WORK TO COMPLETE> Using the data beneath, show every line that includes the word "Gang".

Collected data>

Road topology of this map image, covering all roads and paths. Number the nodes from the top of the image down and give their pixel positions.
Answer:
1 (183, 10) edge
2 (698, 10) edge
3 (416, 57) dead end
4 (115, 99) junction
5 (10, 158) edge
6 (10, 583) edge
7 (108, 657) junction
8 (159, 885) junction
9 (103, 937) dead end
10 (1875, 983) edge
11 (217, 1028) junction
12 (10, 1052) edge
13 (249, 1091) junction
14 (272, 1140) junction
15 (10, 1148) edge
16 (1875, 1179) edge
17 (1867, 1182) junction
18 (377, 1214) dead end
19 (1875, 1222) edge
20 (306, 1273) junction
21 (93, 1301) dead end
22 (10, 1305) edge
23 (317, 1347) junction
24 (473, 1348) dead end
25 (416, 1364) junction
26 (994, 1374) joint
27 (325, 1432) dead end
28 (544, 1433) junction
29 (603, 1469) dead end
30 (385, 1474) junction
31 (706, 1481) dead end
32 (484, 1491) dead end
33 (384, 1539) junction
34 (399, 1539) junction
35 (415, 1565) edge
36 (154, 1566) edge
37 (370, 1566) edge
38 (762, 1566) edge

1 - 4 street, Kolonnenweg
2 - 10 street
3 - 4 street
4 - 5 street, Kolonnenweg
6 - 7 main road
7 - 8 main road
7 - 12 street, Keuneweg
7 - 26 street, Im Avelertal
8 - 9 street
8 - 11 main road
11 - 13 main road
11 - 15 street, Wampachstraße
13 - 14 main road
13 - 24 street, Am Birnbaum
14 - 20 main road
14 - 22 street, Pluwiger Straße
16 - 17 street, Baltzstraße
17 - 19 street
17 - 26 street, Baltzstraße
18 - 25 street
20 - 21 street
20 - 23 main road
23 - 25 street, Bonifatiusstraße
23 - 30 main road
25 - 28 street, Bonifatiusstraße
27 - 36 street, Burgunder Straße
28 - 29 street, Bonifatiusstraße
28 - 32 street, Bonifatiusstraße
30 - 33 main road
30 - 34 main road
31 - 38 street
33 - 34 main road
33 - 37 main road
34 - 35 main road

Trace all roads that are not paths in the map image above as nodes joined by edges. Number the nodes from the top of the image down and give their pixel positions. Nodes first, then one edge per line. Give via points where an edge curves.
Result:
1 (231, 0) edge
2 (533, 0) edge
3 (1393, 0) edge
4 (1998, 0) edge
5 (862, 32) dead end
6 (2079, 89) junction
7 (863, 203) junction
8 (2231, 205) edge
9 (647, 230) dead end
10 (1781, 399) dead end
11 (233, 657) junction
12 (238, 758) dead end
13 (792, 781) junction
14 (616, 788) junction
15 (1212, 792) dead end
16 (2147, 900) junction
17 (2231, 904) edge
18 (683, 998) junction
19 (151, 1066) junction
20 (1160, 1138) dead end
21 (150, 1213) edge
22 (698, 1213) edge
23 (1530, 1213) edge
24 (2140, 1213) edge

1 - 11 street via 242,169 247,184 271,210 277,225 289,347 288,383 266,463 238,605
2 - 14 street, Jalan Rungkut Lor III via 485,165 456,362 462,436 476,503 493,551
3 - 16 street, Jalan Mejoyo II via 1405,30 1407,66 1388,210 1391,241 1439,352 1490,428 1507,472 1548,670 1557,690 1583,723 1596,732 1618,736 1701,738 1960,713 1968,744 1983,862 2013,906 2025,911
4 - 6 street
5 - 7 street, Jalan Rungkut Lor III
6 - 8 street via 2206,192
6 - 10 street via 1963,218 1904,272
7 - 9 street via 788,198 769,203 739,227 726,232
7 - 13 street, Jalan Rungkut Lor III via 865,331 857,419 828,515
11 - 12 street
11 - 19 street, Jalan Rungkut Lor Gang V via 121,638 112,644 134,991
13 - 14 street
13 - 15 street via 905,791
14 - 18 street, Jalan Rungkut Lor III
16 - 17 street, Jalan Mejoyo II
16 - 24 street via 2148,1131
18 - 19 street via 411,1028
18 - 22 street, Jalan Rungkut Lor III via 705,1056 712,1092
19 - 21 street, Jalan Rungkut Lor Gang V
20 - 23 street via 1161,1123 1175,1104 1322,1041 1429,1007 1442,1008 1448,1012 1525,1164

RESULT>
11 - 19 street, Jalan Rungkut Lor Gang V via 121,638 112,644 134,991
19 - 21 street, Jalan Rungkut Lor Gang V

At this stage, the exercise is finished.